The evolution of niche overlap and competitive differences.

Affiliation

Pastore AI(#)(1)(2), Barabás G(#)(3)(4), Bimler MD(5), Mayfield MM(5), Miller TE(6).
Author information:
(1)School of Biological Sciences, The University of Queensland, St Lucia, Queensland, Australia. [Email]
(2)Department of Biological Science, Florida State University, Tallahassee, FL, USA. [Email]
(3)Division of Theoretical Biology, Department IFM, Linköping University, Linköping, Sweden.
(4)MTA-ELTE Theoretical Biology and Evolutionary Ecology Research Group, Budapest, Hungary.
(5)School of Biological Sciences, The University of Queensland, St Lucia, Queensland, Australia.
(6)Department of Biological Science, Florida State University, Tallahassee, FL, USA.
(#)Contributed equally

Abstract

Competition can result in evolutionary changes to coexistence between competitors but there are no theoretical models that predict how the components of coexistence change during this eco-evolutionary process. Here we study the evolution of the coexistence components, niche overlap and competitive differences, in a two-species eco-evolutionary model based on consumer-resource interactions and quantitative genetic inheritance. Species evolve along a one-dimensional trait axis that allows for changes in both niche position and species intrinsic growth rates.
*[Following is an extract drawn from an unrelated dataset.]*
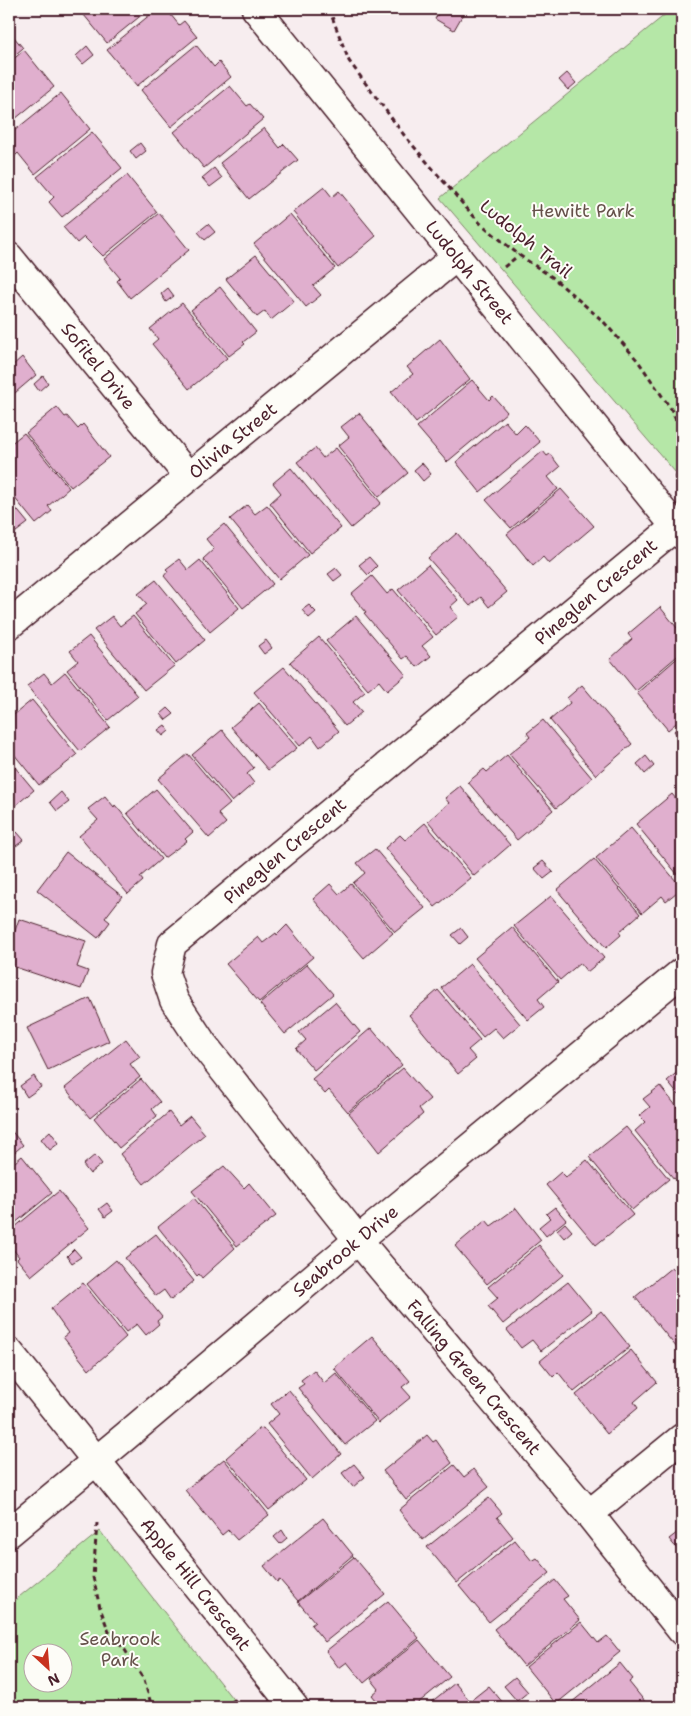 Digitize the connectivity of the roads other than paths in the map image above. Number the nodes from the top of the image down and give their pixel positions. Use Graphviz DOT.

There are three main results. First, the breadth of the environment has a strong effect on the dynamics, with broader environments leading to reduced niche overlap and enhanced coexistence. Second, coexistence often involves a reduction in niche overlap while competitive differences stay relatively constant or vice versa; in general changes in competitive differences maintain coexistence only when niche overlap remains constant. Large simultaneous changes in niche overlap and competitive difference often result in one of the species being excluded. Third, provided that the species evolve to a state where they coexist, the final niche overlap and competitive difference values are independent of the system's initial state, although they do depend on the model's parameters. The model suggests that evolution is often a destructive force for coexistence due to evolutionary changes in competitive differences, a finding that expands the paradox of diversity maintenance.